東京のお墓さんぽのモデルコースとしては下記の厳選3コースが、詳細な解説とルート地図付きで紹介されています。

  • その① 台東区・西浅草周辺「榧寺から浅草寺へ」
  • その② 新宿区・須賀町周辺「西念寺から成覚寺へ」
  • その③ 港区・高輪周辺「立行事から長松寺へ」

お墓参りとともに由緒あるお寺巡りが楽しめそうで、読んでるだけでバーチャル散歩もできちゃいます。

さて、先の『江戸東京 名士の墓碑めぐり』と『東京 有名人のお墓さんぽ』の出版元である人文社さんは現在廃業されてしまったようなのですが、墓マイラー的価値の高さを直感して複数冊手に入れて、シェア型書店「猫の本棚」の『おはかんりの書棚』にラインナップしています。

『東京・鎌倉有名人お墓お散歩ブック』

大和書房より

元祖“墓マイラー”のエッセンスを凝縮

東京・鎌倉有名人お墓お散歩ブック』は、東京・鎌倉に眠る104名の有名人のお墓を掲載するガイドブックです。

観光ガイドブックとしてエリアごとのコース提案、実用的な都立六大霊園の墓所マップ、お墓の近くの「見る、食べる、買う」スポット情報などもありがたいのですが、特筆すべきはやはりお墓情報。お墓解説と人物紹介が的確、かつ熱いんです。

それもそのはず、編者は墓マイラーの第一人者カジポン・マルコ・残月さん。テレビ大阪「お墓から見たニッポン」シリーズへのご出演でもお馴染み、「墓マイラー」という言葉の生みの親でもあります。

東京・鎌倉に眠る104名の有名人のお墓を掲載。偉人たちへの敬意と感謝があふれるカジポンさんの文章は、ご自身が撮られたであろう写真とともに、読む人にも迫って温かい気持ちになります。

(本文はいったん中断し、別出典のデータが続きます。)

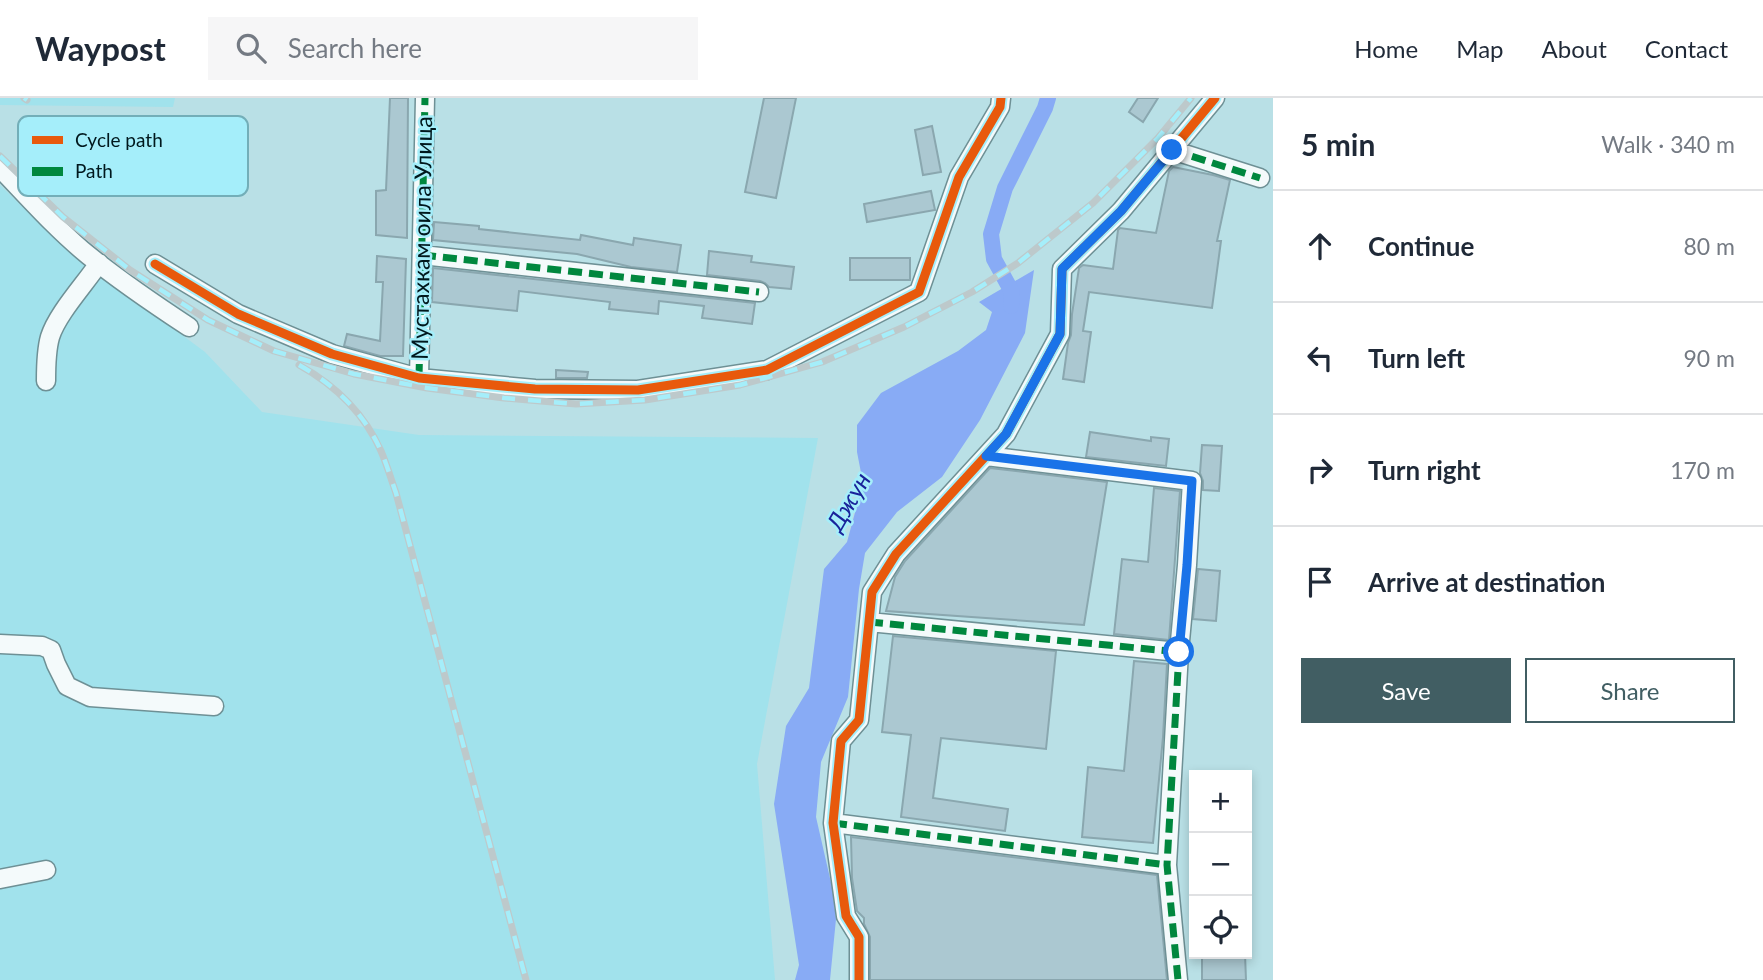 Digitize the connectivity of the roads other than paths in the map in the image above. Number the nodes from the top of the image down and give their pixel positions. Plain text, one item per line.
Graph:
1 (425, 98) edge
2 (1001, 98) edge
3 (1215, 98) edge
4 (1172, 150) junction
5 (0, 168) edge
6 (1260, 178) dead end
7 (18, 187) edge
8 (27, 196) edge
9 (422, 255) junction
10 (99, 263) junction
11 (155, 264) dead end
12 (759, 292) dead end
13 (188, 327) dead end
14 (419, 378) junction
15 (46, 381) dead end
16 (986, 456) junction
17 (869, 622) junction
18 (0, 644) edge
19 (1179, 652) junction
20 (214, 706) dead end
21 (833, 823) junction
22 (1167, 865) junction
23 (46, 870) dead end
24 (0, 879) edge
25 (859, 980) edge
26 (1178, 980) edge

1 - 9 street, Мустахкам оила Улица
2 - 14 street
3 - 4 street
4 - 6 street
4 - 16 street
5 - 7 street
8 - 10 street
9 - 12 street
9 - 14 street, Мустахкам оила Улица
10 - 13 street
10 - 15 street
11 - 14 street
16 - 17 street
16 - 19 street
17 - 19 street
17 - 21 street
18 - 20 street
19 - 22 street
21 - 22 street
21 - 25 street
22 - 26 street
23 - 24 street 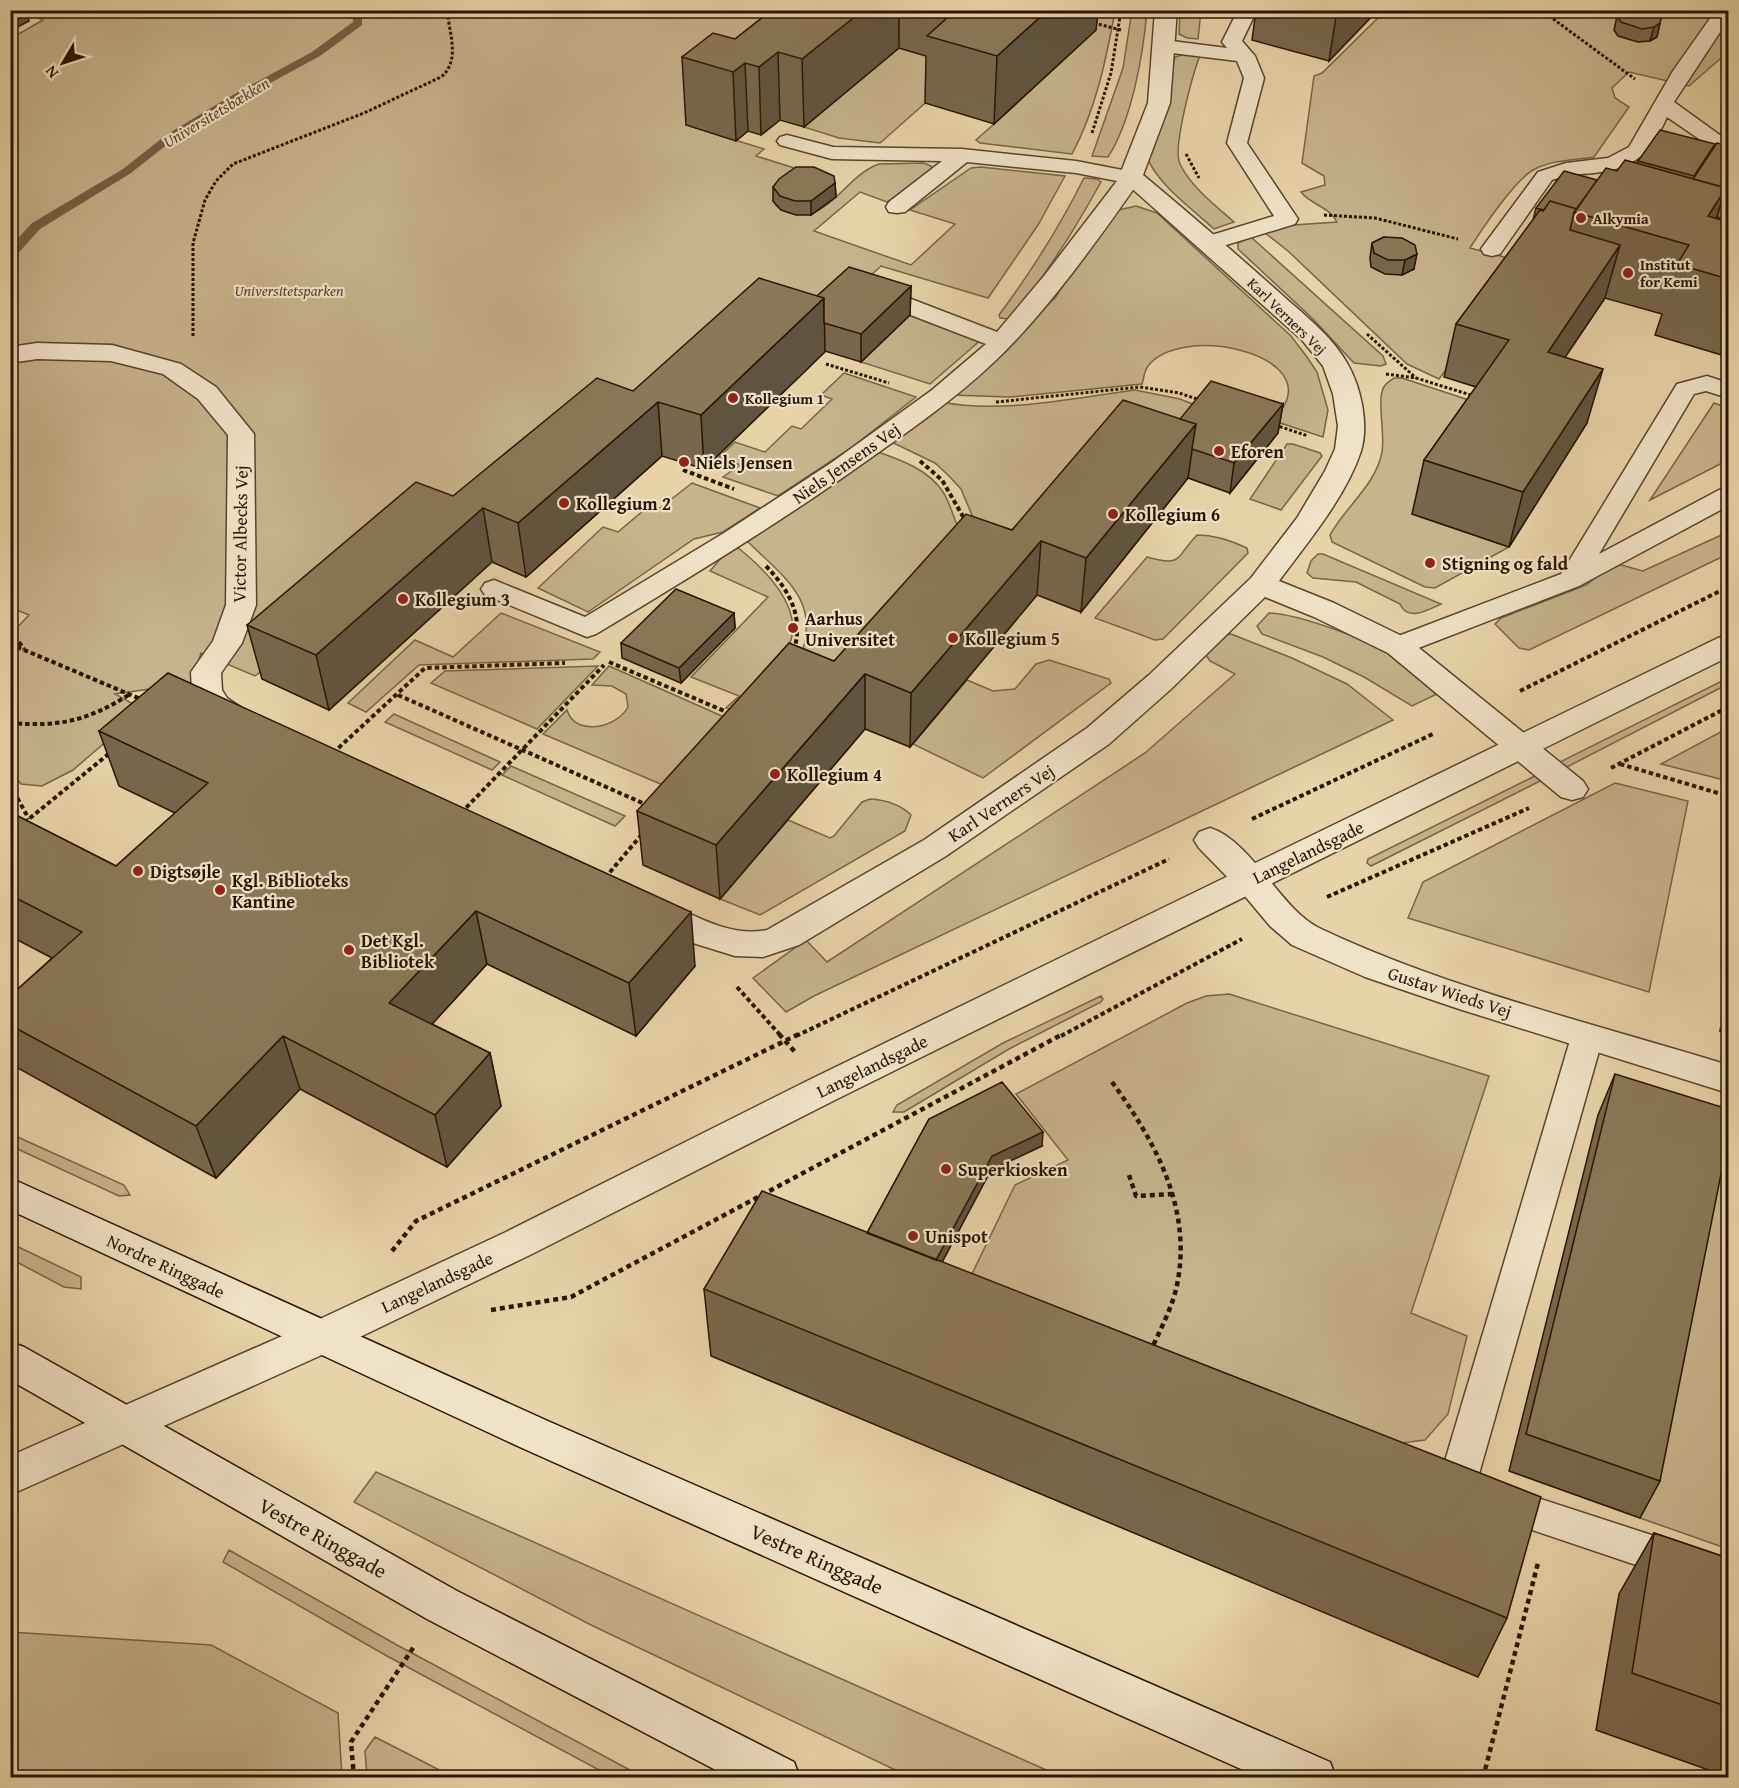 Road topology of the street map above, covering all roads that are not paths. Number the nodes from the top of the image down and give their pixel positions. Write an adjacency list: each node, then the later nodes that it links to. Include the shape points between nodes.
1 (1166, 10): 4 (street)
2 (1248, 10): 5 (lane, via 1232,42)
3 (1726, 10): 6 (lane)
4 (1164, 46): 5 (lane); 10 (street, via 1159,104)
5 (1245, 56): 12 (lane, via 1254,78 1237,143 1287,219)
6 (1663, 104): 8 (lane); 13 (lane, via 1642,144 1631,156 1545,176)
7 (787, 141): 9 (lane, via 832,153)
8 (1728, 150)
9 (962, 155): 10 (lane); 11 (lane)
10 (1131, 177): 12 (street, Karl Verners Vej); 15 (lane, Niels Jensens Vej)
11 (897, 207)
12 (1210, 243): 20 (street, Karl Verners Vej, via 1311,335 1335,364 1346,394 1351,426 1348,449 1339,471 1308,522)
13 (1492, 249)
14 (867, 290): 15 (lane)
15 (1001, 342): 21 (lane, Niels Jensens Vej, via 939,398 879,441 735,539 587,628)
16 (10, 355): 24 (street, Victor Albecks Vej, via 38,351 112,353 172,369 207,393 241,434 241,605 227,643 206,672 207,691 216,705 235,719)
17 (1728, 391): 19 (lane, via 1707,383 1685,389)
18 (1728, 496): 19 (lane)
19 (1570, 580): 23 (lane)
20 (1261, 585): 23 (street); 29 (street, Karl Verners Vej, via 1098,736 935,848 782,939 761,944 702,934)
21 (494, 589)
22 (1728, 645): 25 (street, Langelandsgade)
23 (1398, 646): 25 (street)
24 (265, 733)
25 (1522, 748): 26 (street); 28 (street, Langelandsgade)
26 (1572, 789)
27 (1210, 840): 28 (street, Gustav Wieds Vej)
28 (1251, 880): 30 (street, Gustav Wieds Vej, via 1304,936 1377,968); 33 (street, Langelandsgade)
29 (599, 885)
30 (1587, 1037): 31 (street, Gustav Wieds Vej); 38 (lane)
31 (1728, 1079)
32 (10, 1193): 33 (street, Nordre Ringgade)
33 (321, 1337): 35 (street, Langelandsgade); 41 (street, Vestre Ringgade, via 536,1436)
34 (10, 1359): 35 (street)
35 (126, 1426): 37 (street, Langelandsgade); 40 (street, Vestre Ringgade, via 442,1605)
36 (1423, 1474): 38 (lane)
37 (10, 1476)
38 (1456, 1488): 39 (lane)
39 (1728, 1578)
40 (778, 1778)
41 (1314, 1778) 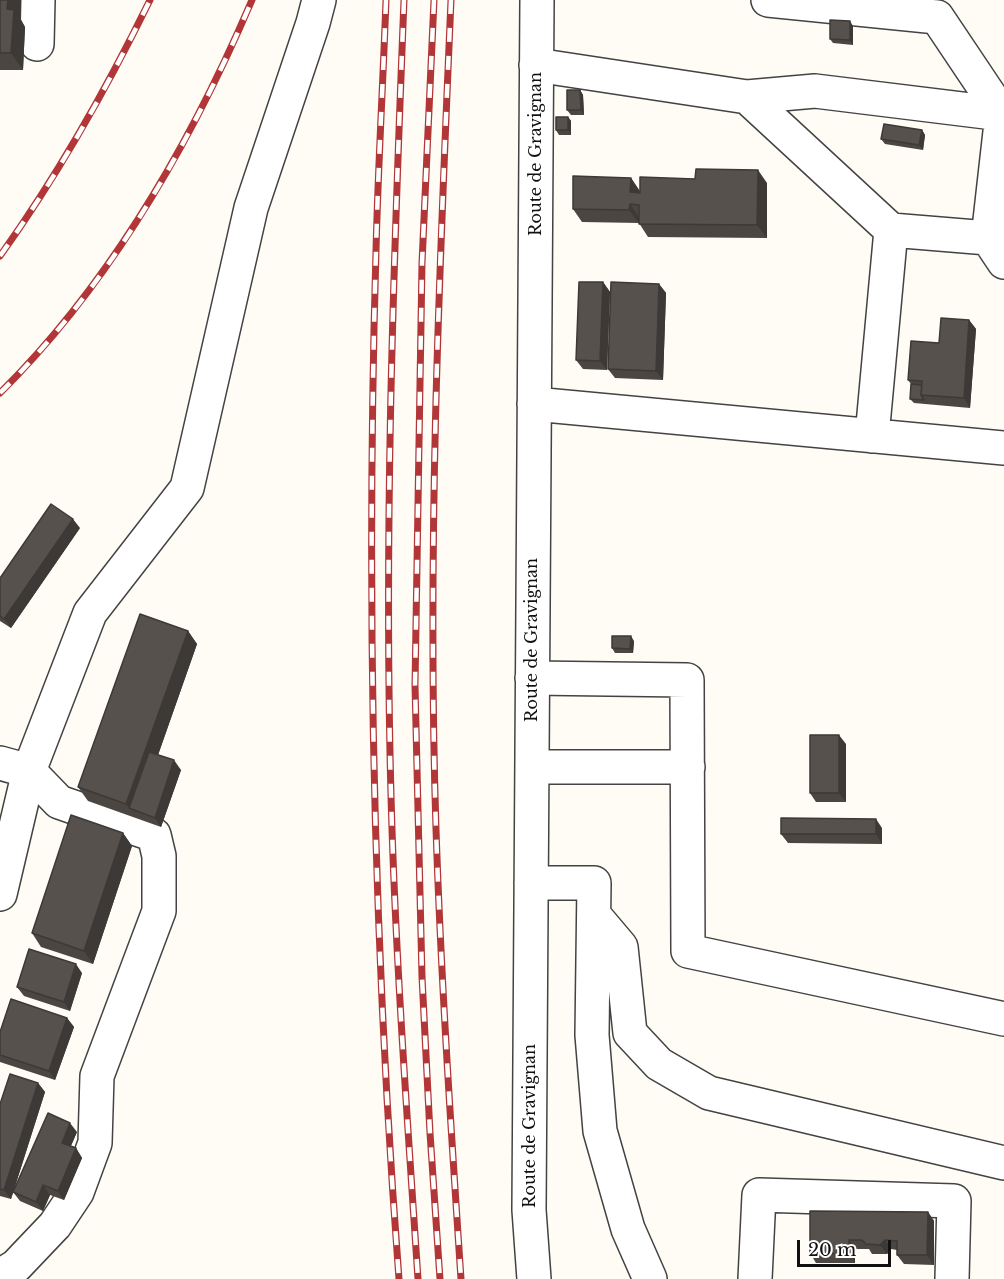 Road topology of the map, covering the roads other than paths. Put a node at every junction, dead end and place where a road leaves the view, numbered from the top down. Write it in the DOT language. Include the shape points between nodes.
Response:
graph roads {
  1 [pos="38,0"];
  2 [pos="319,0"];
  3 [pos="537,0"];
  4 [pos="768,0"];
  5 [pos="37,44"];
  6 [pos="537,64"];
  7 [pos="747,97"];
  8 [pos="1002,114"];
  9 [pos="891,230"];
  10 [pos="996,250"];
  11 [pos="534,404"];
  12 [pos="872,436"];
  13 [pos="1004,448"];
  14 [pos="532,678"];
  15 [pos="14,767"];
  16 [pos="532,767"];
  17 [pos="688,767"];
  18 [pos="531,882"];
  19 [pos="0,894"];
  20 [pos="594,915"];
  21 [pos="1004,1019"];
  22 [pos="1004,1163"];
  23 [pos="0,1276"];
  24 [pos="534,1279"];
  25 [pos="650,1279"];
  26 [pos="755,1279"];
  27 [pos="952,1279"];
  1 -- 5 [label="street"];
  2 -- 15 [label="street" via="251,208 187,488 90,613"];
  3 -- 6 [label="street, Route de Gravignan"];
  4 -- 8 [label="street" via="937,17"];
  6 -- 7 [label="street"];
  6 -- 11 [label="street, Route de Gravignan"];
  7 -- 8 [label="street" via="816,91"];
  7 -- 9 [label="street"];
  8 -- 10 [label="street"];
  9 -- 10 [label="street"];
  9 -- 12 [label="street"];
  11 -- 12 [label="street"];
  11 -- 14 [label="street, Route de Gravignan"];
  12 -- 13 [label="street"];
  14 -- 16 [label="street, Route de Gravignan"];
  14 -- 17 [label="street" via="687,680"];
  15 -- 19 [label="street"];
  15 -- 23 [label="street" via="59,802 153,835 159,856 159,911 97,1076 95,1143 76,1192 56,1225 16,1266"];
  16 -- 17 [label="street"];
  16 -- 18 [label="street, Route de Gravignan"];
  17 -- 21 [label="street" via="688,951"];
  18 -- 20 [label="street" via="594,882"];
  18 -- 24 [label="street, Route de Gravignan" via="529,1210"];
  20 -- 22 [label="street" via="621,947 630,1033 659,1064 709,1093"];
  20 -- 25 [label="street" via="592,1035 600,1131 628,1229"];
  26 -- 27 [label="street" via="759,1195 954,1201"];
}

さらに、なんと夏目漱石、谷崎潤一郎、太宰治の血を引く親族の方が特別エッセイを寄稿され、お墓への想いを綴られているのも希少です。

2005年発行で古くはあるのですが、そこは毎度のお墓パワー。お墓に関しては年月をもろともしないどころか、むしろ今同じことをしようと思っても難しいかもしれません。見つけたら手に入れておきたい、墓マイラーのバイブル本でしょう。

墓マイラー活動にガイドブックは必須

お墓参りをするにあたって、欠かせないのが「情報」です。いまやネットで検索をすれば、なんでも調べられてしまう時代ですが、テーマをもって集められ、紙の「本」の形をとって信頼できる、断片的ではなく網羅的な情報は、やはり格別です。著者や編者の思いや意図を知ることができると、勝手ながらお仲間になったような感覚にもなります。

墓マイラー本に関しては、古い出版年の本がむしろ、情報価値が高いことが見えてきました。個人情報に厳しい昨今は、新たに建てられたお墓の故人情報は、なかなか出版しづらい時代でしょう。

ガイドブックに掲載されている偉人や文豪たちは、そうした煩わしさを超越した存在といえるかもしれません。実際にそこにあるお墓を通じて、後世のわれわれとつながる手段となってくれるお墓の意味を、あらためて考えさせられます。

そして、このようなガイドブックをいくつも手にしたおかげで、一人でも墓マイラー活動ができるようになってきました。

上記は一度に6つのお墓を訪ねてしまったのですが、盛りだくさんすぎましたね…。今度は事前の情報収集もしっかりした上で、余裕を持って、あるいは効率よく、テーマを決めて訪ねたいと思っております。墓マイラー沼…ハマるかもしれません。

学ぶことばかりの個性豊かなガイドブック、まずは6冊まとめましたが、気になる本もまだまだあるんですね。これから手に入れ次第、ご紹介できたらと思います。